At the time when all were to be seated for this special lunch, it appeared that your team was waiting to see where Judge Everybody would sit before finding a seat as close to Judge Everybody as possible. You deliberately left seats between you and Judge Everybody in order to give more space for those who wanted a closer seat to better inhale the aura of Judge Everybody. A couple of brave souls sat near you. You think to yourself, is my faith strong enough to get me through this gauntlet of disrespect and humiliation?

Fortunately, you have become an expert at compartmentalizing. You use this defense mechanism to put the feelings of humiliation in a box for later reflection. You know that you become impervious to slights by immersing yourself in work. Work is your refuge. It helps you trick your mind into denying reality by reframing the experience with a palatable interpretation.

You know that you’re not the only one who has struggled to hold strong in such an environment. You understand that designated leaders who have reluctant followers have to separate and insulate themselves mentally and emotionally by compartmentalizing. You accept that though you hold fast, wounds of humiliation never heal. They are merely rationalized and compartmentalized.

Watering the Weeds in the Garden of Life

Guest post by Charlotte Loveless

I watched as my neighbor’s 5-year-old son was trying to help water flowers in my flower bed. As with any 5-year-old, he was at least somewhat interested in playing in the water and had to be told he was helping.

Standing nearby, his mother cautioned, “Not there, those are probably weeds.”

I responded that I believed that they were wild violets. “Sometimes we have to water the weeds to get to the flowers,” I said. “Sometimes those weeds spring forth as beautiful wildflowers.”

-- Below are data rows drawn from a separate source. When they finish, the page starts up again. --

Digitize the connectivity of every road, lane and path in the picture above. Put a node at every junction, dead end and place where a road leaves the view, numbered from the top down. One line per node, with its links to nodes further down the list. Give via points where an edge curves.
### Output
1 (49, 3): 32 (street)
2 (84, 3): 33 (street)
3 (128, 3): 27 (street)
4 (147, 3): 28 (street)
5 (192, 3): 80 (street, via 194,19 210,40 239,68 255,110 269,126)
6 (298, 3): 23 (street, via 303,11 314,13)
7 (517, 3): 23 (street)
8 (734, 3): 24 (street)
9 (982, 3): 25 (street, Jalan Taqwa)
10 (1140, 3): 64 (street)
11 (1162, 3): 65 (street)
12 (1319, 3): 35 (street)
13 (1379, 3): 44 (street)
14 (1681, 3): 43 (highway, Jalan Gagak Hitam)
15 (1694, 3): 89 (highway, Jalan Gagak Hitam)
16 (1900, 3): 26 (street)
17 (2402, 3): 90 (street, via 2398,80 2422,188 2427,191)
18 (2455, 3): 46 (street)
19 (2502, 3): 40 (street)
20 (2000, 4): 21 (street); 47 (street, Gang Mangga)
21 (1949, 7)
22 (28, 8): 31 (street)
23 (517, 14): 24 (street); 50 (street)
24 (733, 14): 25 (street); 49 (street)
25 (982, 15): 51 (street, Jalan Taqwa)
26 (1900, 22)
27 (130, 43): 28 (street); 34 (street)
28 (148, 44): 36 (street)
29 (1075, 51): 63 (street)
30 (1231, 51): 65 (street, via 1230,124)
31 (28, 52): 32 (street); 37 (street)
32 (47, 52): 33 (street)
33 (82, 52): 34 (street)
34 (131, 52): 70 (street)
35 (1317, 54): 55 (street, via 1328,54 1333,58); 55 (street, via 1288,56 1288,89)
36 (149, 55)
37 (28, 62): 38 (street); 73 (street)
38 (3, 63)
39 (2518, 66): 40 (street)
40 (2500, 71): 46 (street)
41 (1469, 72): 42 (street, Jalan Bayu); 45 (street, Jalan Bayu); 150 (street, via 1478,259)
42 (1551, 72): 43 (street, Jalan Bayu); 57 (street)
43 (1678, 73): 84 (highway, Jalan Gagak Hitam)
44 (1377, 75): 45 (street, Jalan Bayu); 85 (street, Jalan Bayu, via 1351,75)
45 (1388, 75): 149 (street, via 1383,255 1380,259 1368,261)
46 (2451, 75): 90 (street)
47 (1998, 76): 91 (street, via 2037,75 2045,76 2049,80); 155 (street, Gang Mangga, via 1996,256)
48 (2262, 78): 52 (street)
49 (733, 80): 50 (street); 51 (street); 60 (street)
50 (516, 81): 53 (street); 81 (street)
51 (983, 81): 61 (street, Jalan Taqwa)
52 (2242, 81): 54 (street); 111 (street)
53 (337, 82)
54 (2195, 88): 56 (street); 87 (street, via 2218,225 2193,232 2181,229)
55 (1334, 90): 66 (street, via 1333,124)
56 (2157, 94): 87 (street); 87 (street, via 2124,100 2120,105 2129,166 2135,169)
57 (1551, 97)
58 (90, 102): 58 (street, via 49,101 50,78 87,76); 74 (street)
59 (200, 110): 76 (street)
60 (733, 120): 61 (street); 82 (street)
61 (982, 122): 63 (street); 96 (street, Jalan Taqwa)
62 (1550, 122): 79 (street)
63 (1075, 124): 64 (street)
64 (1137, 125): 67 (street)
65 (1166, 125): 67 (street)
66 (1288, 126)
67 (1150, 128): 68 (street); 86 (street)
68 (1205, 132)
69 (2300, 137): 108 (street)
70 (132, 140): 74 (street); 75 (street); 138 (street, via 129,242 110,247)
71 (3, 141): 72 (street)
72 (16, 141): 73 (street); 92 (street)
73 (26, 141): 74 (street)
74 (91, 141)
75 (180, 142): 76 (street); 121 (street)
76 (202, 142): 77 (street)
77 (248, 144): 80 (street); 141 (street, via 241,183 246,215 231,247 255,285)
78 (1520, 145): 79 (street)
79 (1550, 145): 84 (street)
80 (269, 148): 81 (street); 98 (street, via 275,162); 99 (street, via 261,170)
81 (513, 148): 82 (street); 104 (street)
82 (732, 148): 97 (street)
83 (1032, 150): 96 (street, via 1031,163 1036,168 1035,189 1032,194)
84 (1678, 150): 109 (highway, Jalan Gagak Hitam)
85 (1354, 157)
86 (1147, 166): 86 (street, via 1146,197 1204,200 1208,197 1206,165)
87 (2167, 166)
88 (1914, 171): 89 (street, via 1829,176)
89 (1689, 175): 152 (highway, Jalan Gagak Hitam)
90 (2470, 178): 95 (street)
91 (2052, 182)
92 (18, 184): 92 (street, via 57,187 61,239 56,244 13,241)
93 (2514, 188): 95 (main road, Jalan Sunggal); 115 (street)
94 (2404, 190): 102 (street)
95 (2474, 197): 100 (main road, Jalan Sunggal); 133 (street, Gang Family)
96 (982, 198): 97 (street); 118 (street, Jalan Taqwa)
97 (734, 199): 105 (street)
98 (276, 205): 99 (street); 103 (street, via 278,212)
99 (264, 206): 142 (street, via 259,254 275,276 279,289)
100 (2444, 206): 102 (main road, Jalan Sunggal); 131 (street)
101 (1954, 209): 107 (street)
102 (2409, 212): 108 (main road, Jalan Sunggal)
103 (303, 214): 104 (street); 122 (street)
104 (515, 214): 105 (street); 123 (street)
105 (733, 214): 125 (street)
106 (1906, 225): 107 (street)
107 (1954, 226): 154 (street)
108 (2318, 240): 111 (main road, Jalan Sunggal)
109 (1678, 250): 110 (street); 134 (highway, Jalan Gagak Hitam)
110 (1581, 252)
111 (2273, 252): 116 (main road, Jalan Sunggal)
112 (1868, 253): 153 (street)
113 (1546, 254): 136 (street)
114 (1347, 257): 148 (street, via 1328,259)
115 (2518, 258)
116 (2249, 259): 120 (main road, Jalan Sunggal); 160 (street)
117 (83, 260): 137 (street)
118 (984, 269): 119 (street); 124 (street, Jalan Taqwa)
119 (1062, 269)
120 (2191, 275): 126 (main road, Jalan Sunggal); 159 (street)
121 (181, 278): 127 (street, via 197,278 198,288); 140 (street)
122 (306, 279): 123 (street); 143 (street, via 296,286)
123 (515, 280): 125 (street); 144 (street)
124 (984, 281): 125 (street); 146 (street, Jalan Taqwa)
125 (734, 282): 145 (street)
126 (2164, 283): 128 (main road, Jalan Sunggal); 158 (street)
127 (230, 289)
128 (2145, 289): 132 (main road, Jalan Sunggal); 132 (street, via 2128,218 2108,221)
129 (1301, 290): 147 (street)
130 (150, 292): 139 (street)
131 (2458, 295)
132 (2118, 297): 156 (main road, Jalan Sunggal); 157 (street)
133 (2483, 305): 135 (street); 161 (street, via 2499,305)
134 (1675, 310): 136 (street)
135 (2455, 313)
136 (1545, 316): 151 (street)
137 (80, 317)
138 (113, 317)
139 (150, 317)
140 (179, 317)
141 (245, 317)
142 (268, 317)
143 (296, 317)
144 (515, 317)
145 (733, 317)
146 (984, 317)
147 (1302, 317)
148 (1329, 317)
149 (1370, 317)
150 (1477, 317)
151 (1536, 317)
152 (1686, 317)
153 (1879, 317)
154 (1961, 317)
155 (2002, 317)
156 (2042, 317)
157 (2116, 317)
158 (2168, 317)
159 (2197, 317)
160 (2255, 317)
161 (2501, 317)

Later, after much contemplation, I compared the weeds to people in my life. Sometimes people come into our lives, often well-intentioned, needing to be heard, to share ideas, to get opinions, to find a safe place, and for many unknown, untold reasons Sometimes we wonder why and how, and consider that we might not have chosen them as friend. Maybe its language they use; maybe it’s a checkered past or just not my choice, but there they are.

Don’t despair. They could be that hidden hybrid plant that has been tossed around by life and not allowed sunshine and water. Maybe they have the possibility of a beautiful wildflower, given the attention of water, food, and sunshine.

Thinking of life as a garden gives us perspective, but seeking perfection in our gardens separates us from many unknown, untold stories, and the potential for many hidden, unexpected, beautiful blooms.

Sometimes we water the weeds to get to the flowers.

Don’t undervalue what appear to be weeds in the garden of your life.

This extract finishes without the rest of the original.